“Undiscovered Gem”, The Sequel

May 20, 2011

As 2011 will see the highest number of sequels (27) ever released in one year, it seems fitting for today’s “gem” blog to be a sequel to last week. The film I’m recommending today was written and directed by Mike Binder, whose The Upside of Anger was last week’s gem.

Reign Over Me, released in 2007, is haunting, touching, profoundly moving, and a testament both to the power of friendship and also to the extraordinary healing potential of the human heart.

The story of Reign Over Me revolves around former college roommates Charlie Fineman (Adam Sandler) and Alan Johnson (Don Cheadle) who both went on to become dentists. Both also married, began raising families, and then somewhat lost track of each other. There, the similarities of their lives ended. Charlie’s wife, three daughters, and even the family dog were aboard one of the planes that hit the Twin Towers on September 11, 2001.
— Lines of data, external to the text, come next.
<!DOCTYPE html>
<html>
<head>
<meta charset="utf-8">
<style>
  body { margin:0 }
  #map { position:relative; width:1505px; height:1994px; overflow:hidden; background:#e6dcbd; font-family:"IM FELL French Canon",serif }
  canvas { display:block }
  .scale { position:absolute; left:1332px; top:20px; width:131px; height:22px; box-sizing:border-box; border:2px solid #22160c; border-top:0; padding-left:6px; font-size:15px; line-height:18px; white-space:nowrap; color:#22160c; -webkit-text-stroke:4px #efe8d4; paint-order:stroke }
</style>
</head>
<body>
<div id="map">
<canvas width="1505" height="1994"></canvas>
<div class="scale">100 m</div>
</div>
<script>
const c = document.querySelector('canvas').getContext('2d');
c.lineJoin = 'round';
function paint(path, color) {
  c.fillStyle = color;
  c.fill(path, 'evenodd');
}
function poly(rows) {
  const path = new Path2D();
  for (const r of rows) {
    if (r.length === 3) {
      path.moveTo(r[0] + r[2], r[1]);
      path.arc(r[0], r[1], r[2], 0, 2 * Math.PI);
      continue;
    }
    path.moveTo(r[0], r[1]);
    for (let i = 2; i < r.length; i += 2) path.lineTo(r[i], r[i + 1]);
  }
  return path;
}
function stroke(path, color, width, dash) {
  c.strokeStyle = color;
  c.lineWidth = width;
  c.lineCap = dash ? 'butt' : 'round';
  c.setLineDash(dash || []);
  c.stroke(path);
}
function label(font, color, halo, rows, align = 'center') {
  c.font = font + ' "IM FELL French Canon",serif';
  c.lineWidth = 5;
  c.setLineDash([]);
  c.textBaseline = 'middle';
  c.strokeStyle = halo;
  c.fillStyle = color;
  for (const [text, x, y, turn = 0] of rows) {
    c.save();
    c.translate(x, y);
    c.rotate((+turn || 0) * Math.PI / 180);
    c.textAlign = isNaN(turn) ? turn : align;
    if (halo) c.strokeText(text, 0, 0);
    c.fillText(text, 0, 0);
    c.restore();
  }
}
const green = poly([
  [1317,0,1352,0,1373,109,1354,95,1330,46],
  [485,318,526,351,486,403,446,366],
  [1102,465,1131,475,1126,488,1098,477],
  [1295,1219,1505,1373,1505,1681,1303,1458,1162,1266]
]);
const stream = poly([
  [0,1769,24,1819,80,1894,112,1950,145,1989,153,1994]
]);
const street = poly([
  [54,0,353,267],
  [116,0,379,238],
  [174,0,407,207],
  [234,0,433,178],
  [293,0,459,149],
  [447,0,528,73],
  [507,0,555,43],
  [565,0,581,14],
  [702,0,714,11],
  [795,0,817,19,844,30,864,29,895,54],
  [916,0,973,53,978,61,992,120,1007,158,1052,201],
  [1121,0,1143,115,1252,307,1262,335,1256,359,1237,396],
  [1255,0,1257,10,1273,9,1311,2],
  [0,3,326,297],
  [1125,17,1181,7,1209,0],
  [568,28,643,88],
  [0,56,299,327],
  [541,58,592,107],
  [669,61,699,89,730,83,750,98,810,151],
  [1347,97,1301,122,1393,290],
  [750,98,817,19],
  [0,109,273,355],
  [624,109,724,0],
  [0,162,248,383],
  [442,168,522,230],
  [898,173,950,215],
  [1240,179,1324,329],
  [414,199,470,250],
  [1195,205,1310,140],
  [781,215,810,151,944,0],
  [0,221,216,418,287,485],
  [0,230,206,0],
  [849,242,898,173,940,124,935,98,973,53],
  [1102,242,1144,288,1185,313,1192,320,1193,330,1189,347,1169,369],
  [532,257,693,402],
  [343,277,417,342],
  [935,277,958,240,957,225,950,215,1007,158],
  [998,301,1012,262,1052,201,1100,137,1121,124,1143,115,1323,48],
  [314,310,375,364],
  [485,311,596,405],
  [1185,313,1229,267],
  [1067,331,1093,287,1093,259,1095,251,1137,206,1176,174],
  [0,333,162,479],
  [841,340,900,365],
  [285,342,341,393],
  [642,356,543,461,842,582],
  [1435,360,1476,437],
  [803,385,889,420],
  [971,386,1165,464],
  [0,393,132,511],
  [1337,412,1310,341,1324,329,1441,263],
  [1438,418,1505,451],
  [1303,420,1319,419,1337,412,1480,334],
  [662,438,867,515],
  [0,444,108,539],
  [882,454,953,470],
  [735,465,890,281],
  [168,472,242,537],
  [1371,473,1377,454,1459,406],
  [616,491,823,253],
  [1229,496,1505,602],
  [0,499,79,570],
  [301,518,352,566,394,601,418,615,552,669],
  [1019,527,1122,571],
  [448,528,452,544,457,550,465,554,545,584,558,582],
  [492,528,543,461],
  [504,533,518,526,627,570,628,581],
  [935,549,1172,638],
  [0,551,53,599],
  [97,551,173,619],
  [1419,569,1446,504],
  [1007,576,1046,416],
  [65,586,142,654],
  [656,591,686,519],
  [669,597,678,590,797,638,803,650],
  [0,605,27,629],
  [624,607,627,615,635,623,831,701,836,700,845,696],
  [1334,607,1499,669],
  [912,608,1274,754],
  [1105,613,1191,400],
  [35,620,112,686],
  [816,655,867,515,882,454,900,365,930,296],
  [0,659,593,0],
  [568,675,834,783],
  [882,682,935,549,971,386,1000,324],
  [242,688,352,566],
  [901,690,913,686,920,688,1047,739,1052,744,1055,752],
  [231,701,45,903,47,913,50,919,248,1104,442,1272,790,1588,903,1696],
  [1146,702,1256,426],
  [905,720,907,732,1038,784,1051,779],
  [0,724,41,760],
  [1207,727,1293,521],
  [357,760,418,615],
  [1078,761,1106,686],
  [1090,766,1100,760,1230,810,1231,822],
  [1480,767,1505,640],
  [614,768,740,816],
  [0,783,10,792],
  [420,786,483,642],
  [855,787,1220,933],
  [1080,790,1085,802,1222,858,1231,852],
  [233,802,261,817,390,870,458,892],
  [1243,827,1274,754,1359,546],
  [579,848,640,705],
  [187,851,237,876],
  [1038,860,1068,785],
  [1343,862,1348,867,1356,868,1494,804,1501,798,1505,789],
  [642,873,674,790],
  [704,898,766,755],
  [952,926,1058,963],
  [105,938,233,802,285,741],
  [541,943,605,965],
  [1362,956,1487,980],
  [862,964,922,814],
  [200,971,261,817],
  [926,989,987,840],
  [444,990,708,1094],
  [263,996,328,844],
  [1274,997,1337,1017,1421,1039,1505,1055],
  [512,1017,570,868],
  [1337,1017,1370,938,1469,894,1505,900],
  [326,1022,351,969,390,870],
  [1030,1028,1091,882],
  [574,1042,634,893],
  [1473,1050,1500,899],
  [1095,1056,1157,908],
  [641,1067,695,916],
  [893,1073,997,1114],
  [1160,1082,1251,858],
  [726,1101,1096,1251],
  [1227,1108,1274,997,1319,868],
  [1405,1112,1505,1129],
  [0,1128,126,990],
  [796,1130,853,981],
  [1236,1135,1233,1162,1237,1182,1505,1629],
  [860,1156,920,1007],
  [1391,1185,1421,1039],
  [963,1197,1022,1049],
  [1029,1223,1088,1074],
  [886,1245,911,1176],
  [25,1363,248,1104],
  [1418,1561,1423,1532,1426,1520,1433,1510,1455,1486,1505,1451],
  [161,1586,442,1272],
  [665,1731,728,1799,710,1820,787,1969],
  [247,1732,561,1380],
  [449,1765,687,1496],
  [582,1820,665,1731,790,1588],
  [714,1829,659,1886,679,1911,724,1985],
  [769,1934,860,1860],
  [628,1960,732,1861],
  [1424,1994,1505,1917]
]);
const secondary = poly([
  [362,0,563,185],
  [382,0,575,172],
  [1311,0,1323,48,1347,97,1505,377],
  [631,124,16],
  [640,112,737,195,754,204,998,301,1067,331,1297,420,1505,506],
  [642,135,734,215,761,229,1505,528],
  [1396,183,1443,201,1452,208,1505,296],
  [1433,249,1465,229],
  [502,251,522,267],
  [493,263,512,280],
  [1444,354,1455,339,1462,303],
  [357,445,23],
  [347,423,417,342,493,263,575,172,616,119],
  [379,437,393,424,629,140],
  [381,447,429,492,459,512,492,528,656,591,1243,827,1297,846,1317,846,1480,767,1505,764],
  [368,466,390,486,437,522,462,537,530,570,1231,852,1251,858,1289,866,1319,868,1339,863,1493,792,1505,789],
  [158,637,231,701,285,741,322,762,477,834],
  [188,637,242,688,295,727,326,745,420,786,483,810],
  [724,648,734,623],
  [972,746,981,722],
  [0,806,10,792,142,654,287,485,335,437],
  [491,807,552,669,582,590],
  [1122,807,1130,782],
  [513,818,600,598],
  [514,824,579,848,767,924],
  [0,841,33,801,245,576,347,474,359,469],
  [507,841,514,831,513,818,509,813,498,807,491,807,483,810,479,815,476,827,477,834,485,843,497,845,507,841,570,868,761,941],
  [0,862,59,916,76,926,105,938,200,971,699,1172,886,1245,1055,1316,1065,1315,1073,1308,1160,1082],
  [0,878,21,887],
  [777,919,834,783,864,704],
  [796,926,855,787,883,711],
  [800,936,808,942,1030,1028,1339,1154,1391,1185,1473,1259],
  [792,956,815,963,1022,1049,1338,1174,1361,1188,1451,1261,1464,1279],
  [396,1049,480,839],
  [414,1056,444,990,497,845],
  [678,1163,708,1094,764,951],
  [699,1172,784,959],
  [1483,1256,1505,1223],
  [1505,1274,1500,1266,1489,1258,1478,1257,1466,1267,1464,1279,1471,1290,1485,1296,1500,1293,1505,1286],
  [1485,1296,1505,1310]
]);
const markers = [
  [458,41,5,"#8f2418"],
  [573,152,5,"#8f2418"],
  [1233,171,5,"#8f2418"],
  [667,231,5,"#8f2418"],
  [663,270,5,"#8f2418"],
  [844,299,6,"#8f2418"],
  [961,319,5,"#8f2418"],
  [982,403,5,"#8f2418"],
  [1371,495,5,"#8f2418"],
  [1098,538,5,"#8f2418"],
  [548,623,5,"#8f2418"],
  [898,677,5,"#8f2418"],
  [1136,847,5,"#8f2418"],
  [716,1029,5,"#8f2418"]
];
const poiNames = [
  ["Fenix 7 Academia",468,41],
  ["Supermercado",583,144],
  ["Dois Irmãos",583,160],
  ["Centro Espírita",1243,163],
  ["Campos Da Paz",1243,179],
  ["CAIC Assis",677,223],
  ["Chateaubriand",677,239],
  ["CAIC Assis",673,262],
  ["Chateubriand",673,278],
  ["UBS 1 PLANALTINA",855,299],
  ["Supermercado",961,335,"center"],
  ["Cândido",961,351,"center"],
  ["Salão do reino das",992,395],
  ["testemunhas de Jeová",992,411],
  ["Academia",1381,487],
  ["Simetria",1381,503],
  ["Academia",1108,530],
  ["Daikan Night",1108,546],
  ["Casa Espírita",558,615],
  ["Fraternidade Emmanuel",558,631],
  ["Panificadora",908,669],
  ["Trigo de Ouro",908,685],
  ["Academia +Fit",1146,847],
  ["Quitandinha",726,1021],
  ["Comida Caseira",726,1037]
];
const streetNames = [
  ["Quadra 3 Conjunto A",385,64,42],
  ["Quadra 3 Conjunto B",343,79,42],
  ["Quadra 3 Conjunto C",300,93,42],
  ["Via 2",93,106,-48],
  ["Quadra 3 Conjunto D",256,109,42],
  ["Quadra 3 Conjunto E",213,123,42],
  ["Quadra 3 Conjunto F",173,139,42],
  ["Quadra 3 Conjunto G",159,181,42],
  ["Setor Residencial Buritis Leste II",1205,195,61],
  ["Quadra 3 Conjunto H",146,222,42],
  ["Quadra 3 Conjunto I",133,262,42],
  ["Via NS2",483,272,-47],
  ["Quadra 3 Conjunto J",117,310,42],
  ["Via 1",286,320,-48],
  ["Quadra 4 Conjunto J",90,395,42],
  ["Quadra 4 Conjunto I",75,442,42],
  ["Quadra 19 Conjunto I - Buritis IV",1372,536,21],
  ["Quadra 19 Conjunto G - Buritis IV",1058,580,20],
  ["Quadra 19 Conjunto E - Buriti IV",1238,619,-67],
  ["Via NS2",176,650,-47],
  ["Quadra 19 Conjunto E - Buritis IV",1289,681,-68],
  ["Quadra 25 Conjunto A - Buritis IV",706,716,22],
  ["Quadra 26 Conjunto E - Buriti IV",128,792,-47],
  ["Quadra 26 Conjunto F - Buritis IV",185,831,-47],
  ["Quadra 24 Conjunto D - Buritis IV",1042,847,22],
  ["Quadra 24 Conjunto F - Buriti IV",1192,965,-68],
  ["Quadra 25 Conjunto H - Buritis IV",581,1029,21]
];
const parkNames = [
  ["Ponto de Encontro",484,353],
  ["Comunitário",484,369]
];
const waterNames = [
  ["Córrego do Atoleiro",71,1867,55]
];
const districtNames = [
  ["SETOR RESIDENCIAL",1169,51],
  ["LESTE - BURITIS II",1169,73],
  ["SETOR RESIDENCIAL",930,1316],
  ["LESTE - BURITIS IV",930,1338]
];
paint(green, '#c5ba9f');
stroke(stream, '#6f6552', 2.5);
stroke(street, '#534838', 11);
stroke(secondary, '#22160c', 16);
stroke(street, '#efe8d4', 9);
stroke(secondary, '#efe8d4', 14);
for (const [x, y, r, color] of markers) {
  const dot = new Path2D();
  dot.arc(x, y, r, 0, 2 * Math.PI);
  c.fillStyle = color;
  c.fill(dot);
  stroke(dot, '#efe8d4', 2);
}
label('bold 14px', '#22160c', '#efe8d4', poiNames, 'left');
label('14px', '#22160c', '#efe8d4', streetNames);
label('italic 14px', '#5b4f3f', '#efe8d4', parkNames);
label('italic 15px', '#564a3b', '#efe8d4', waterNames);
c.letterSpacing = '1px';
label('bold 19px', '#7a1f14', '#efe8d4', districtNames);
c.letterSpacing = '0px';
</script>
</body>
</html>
In an instant, Charlie lost his entire world. Traumatized, he quit not only his practice but also his connection with every one in his life. Alan, whose family life is much more stable, nonetheless feels unsettled and alienated from his wife. He had tried to reach Charlie when he read of the 9/11 tragedy, but could not find him until, by “chance” he sees Charlie ride by him one night on a scooter. When he runs to catch up, he is stunned to see the deterioration in his old friend, and even more shocked when Charlie does not seem to even remember him. That encounter is the catalyst for the rest of the film, wherein Alan befriends Charlie and tries to help him reconnect with life itself.

Unfortunately, the film did not do well at the box office when it opened theatrically in February of 2007. The subject matter (which has deep resonance today as we approach the 1oth Anniversary of 9/11) may indeed have distanced some people from going to the theaters. Don Cheadle is quite rightfully embraced by audiences as a brilliant dramatic actor but the fact that Adam Sandler plays Charlie Fineman may also have misled people about the tenor of the film.
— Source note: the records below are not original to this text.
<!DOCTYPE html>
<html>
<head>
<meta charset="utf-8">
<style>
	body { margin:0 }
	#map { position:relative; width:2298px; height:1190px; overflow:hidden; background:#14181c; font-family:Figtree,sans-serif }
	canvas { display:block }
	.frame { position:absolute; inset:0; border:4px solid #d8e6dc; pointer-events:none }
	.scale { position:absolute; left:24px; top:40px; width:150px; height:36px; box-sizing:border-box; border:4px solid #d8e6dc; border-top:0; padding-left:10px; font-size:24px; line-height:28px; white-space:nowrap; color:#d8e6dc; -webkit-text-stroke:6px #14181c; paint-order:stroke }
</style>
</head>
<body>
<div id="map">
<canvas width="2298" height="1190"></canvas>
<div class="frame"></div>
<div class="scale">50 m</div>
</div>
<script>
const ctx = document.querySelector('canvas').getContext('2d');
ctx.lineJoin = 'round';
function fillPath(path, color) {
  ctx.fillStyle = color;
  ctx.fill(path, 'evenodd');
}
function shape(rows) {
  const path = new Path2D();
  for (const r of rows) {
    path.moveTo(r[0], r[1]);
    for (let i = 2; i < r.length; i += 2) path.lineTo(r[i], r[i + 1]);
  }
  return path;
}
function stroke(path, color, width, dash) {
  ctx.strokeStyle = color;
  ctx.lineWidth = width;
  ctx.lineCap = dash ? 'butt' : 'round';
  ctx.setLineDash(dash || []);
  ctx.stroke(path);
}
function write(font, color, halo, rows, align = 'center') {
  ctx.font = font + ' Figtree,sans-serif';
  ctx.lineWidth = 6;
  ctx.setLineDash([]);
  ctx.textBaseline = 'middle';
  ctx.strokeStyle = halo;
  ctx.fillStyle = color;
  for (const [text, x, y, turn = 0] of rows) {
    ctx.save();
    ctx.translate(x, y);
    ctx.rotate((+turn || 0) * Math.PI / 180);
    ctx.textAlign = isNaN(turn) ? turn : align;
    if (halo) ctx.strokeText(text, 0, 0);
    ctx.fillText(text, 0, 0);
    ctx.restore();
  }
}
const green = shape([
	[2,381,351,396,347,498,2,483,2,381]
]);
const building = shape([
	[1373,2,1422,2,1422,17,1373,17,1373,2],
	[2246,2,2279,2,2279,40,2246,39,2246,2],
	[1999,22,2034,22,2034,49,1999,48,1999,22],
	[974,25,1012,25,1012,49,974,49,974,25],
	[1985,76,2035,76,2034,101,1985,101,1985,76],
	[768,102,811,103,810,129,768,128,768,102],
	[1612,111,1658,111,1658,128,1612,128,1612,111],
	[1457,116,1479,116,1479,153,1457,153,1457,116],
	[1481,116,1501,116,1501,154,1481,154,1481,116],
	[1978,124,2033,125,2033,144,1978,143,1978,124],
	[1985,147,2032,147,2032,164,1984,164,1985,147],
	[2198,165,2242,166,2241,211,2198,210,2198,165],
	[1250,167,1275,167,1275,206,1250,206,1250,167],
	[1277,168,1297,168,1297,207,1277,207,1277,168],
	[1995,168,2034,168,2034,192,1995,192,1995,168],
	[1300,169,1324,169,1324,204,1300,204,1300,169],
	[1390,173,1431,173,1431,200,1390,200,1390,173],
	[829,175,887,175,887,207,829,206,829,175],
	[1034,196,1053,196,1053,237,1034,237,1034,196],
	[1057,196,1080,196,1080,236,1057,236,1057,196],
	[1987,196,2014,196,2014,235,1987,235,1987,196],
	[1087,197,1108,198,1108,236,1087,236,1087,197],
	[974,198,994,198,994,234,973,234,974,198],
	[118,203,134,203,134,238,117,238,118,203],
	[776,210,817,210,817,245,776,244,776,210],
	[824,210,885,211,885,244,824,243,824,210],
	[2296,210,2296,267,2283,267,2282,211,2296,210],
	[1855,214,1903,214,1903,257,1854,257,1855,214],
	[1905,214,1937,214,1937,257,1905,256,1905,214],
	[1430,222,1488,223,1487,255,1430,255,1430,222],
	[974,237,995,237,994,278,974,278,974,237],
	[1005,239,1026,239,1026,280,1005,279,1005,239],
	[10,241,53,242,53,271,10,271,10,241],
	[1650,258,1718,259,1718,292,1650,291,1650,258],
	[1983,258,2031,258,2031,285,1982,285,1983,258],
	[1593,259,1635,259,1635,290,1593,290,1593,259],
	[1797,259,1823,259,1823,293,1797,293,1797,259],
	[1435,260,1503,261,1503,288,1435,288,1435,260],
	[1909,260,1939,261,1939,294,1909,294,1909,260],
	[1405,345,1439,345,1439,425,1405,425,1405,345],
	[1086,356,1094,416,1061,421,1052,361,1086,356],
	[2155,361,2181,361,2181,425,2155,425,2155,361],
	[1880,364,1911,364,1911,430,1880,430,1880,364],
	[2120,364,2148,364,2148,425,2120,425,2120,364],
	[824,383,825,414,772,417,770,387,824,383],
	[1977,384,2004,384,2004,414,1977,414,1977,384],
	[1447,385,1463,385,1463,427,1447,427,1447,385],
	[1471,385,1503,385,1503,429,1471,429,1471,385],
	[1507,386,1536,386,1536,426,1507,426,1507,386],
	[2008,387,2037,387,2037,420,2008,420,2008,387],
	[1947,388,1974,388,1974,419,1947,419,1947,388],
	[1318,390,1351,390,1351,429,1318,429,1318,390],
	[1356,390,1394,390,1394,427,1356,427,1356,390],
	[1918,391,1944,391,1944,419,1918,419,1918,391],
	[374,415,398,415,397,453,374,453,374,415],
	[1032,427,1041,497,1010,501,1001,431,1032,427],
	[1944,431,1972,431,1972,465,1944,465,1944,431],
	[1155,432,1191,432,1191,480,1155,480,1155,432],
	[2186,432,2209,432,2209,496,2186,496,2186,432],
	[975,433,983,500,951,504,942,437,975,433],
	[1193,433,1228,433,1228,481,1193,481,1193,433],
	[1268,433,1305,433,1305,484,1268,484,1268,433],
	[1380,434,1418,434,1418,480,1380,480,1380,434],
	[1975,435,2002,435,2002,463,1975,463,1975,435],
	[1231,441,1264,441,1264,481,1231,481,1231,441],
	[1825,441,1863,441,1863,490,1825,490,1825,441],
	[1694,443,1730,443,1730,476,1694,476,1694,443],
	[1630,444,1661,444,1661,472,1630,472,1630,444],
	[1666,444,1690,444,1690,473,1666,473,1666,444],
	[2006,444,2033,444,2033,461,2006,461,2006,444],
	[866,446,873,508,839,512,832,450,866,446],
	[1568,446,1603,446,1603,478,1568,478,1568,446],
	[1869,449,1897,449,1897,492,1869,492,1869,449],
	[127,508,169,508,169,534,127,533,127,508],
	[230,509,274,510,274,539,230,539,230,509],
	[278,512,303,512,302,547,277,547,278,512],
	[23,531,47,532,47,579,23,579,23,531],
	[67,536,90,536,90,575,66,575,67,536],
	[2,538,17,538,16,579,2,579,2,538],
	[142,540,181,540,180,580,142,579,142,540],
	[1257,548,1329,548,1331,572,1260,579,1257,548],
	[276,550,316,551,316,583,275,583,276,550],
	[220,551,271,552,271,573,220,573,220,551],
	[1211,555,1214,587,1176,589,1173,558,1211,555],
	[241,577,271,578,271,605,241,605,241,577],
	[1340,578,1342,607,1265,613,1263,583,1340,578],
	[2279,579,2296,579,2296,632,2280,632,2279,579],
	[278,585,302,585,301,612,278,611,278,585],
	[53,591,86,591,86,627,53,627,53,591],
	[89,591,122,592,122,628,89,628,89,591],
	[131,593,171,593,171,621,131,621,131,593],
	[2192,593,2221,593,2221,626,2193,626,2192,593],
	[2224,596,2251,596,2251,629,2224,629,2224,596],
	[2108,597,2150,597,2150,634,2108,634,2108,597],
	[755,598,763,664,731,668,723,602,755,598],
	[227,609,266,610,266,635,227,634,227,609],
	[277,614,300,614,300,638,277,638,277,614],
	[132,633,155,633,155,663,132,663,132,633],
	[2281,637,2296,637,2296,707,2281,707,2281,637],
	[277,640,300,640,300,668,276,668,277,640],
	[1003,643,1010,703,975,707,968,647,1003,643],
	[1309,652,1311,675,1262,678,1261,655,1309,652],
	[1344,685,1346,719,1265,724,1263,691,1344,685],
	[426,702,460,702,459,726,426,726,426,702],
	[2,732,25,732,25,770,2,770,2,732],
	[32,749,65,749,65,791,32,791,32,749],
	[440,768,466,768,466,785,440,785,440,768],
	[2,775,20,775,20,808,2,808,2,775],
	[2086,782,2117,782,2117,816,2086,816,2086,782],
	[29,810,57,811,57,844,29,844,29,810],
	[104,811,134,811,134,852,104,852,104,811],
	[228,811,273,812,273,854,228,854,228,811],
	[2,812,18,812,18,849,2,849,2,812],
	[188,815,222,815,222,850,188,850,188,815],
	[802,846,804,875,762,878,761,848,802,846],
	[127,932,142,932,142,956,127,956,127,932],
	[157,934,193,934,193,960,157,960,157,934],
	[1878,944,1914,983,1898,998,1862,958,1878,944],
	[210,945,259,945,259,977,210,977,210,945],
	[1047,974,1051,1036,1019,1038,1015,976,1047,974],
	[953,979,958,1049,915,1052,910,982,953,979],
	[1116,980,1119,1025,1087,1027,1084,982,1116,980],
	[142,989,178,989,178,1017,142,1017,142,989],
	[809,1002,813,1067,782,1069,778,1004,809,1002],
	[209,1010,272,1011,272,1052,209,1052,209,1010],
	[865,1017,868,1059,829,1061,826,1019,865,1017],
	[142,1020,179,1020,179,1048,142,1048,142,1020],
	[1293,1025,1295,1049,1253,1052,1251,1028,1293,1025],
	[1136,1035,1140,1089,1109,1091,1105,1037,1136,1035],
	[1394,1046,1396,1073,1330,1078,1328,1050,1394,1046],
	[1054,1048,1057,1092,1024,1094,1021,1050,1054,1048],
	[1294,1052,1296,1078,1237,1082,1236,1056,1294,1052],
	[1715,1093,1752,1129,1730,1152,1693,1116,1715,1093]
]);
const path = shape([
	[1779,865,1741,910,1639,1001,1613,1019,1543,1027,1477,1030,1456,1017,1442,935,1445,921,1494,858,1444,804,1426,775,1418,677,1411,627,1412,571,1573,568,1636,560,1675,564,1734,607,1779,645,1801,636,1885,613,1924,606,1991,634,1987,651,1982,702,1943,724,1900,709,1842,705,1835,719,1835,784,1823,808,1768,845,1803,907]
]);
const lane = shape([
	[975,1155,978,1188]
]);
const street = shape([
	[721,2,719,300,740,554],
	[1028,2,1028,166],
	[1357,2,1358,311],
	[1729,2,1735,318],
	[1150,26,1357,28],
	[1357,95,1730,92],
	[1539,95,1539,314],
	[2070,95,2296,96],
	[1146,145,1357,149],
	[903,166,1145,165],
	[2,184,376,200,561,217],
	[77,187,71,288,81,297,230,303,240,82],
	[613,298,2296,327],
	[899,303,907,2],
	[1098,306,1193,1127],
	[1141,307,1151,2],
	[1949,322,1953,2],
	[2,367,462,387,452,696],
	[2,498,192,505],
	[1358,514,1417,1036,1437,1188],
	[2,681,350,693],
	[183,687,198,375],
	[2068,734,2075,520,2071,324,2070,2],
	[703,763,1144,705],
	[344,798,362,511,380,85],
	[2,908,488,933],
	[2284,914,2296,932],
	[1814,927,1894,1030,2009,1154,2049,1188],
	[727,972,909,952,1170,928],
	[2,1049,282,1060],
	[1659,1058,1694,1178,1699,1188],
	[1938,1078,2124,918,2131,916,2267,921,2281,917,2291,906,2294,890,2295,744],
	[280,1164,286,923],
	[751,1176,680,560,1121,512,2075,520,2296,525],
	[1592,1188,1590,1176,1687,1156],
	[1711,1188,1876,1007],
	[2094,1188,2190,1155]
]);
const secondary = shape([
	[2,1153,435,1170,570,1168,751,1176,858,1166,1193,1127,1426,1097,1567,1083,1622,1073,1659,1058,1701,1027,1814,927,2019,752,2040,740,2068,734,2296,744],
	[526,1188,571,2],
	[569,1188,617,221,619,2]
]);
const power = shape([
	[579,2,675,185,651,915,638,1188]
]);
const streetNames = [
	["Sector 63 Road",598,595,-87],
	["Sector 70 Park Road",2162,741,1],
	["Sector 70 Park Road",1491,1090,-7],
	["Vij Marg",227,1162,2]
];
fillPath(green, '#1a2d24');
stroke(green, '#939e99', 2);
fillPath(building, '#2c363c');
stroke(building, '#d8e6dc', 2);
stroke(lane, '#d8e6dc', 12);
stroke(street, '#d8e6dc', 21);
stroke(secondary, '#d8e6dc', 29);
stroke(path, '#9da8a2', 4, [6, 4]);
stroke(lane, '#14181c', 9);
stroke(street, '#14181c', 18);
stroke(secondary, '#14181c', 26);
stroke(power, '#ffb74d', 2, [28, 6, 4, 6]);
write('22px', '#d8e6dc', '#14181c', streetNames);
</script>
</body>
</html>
If so, that would be a true disservice to  Mr. Sandler’s transcendent performance. He plays Charlie with heartbreaking tenderness and vulnerability. Many people are, however, only accustomed to Mr. Sandler starring in broad comedies. In that regard, the situation with Reign Over Me bears some similarities to other movies with the same challenges: Eternal Sunshine of The Spotless Mind, starring Jim Carrey who also gave a magnificent performance in a dramatic film when people were more accustomed to seeing him in broad comedies, and both Stranger Than Fiction and Everything Must Go (which I wrote about earlier this week), starring Will Ferrell.

In both The Upside of Anger and Reign Over Me, Mr. Binder shows enormous understanding and compassion for people in crisis and his characters beautifully portray the emotions that so many of us experience but are so rarely shown with such soul as in both of Mr. Binder’s films. Old Hollywood, through and through.

The challenge of healing our own hearts is at the very epicenter of the soul of Reign Over Me. Charlie is so lost in his own grief that he has consciously tried to disconnect himself from his own feelings and even his memories. Alan is also disconnected from his daily life and sees in Charlie the opportunity to heal a friend and in so doing heal himself. As with most of us, it’s so much easier to see someone else’s problems than it is to see our own, isn’t it? When, however, we deny those feelings, they don’t disappear. Charlie and Alan, help each other embrace those feelings and, in so doing, heal themselves.

Brilliantly written, directed, and acted, Reign Over Me is an Old Hollywood film for the new century that will resonate in my heart forever.